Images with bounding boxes

■ ■ ■

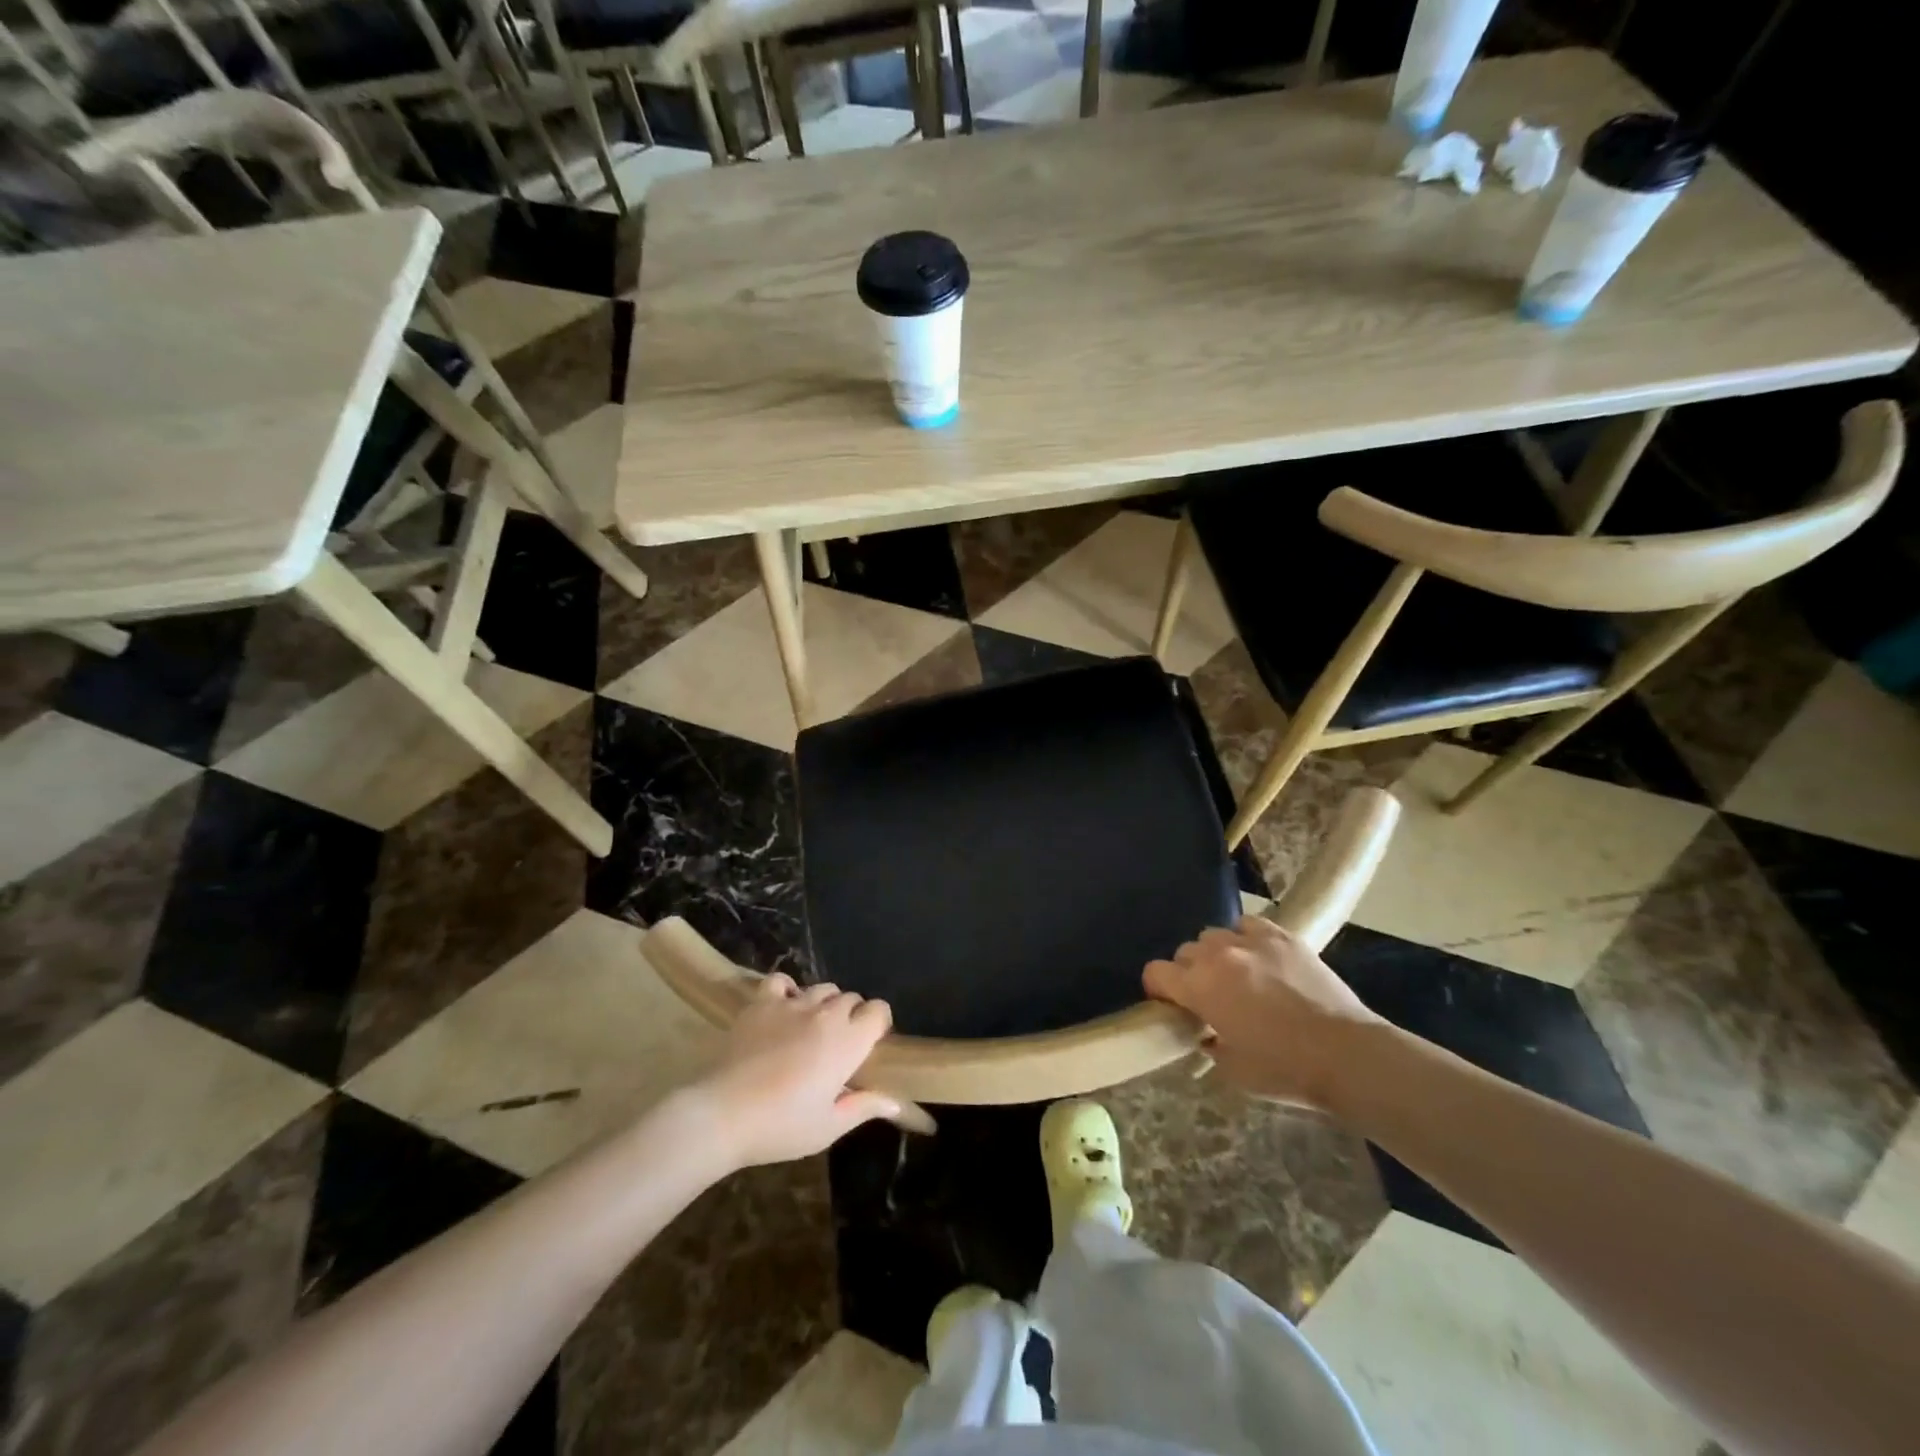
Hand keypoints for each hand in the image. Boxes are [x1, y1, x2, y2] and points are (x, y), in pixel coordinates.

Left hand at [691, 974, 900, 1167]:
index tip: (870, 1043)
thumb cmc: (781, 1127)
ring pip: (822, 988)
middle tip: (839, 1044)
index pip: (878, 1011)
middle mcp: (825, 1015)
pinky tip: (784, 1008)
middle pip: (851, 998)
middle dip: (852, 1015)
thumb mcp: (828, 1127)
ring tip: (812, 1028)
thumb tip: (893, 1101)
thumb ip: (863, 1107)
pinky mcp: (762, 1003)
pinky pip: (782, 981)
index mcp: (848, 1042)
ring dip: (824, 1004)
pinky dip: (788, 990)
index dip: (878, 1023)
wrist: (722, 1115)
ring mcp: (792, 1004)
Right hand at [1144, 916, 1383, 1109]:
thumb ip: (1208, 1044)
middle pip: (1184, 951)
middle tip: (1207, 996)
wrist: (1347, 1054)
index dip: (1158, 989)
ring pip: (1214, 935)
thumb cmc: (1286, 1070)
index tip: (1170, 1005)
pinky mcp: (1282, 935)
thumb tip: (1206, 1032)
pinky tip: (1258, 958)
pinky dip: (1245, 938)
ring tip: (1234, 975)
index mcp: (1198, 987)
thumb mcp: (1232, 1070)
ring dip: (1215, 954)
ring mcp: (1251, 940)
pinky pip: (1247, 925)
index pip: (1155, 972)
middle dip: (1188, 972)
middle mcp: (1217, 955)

■ ■ ■

Task prompt: Output only the lines from the line that contains "ring tip: (1234, 975)" through the end of the entries, both included, exactly as they appear.

Task answer:
ring tip: (1234, 975)
index mcp: (1198, 987)
thumb mcp: (1232, 1070)
ring dip: (1215, 954)
ring mcp: (1251, 940)
pinky pip: (1247, 925)
index pip: (1155, 972)
middle dip: (1188, 972)
middle mcp: (1217, 955)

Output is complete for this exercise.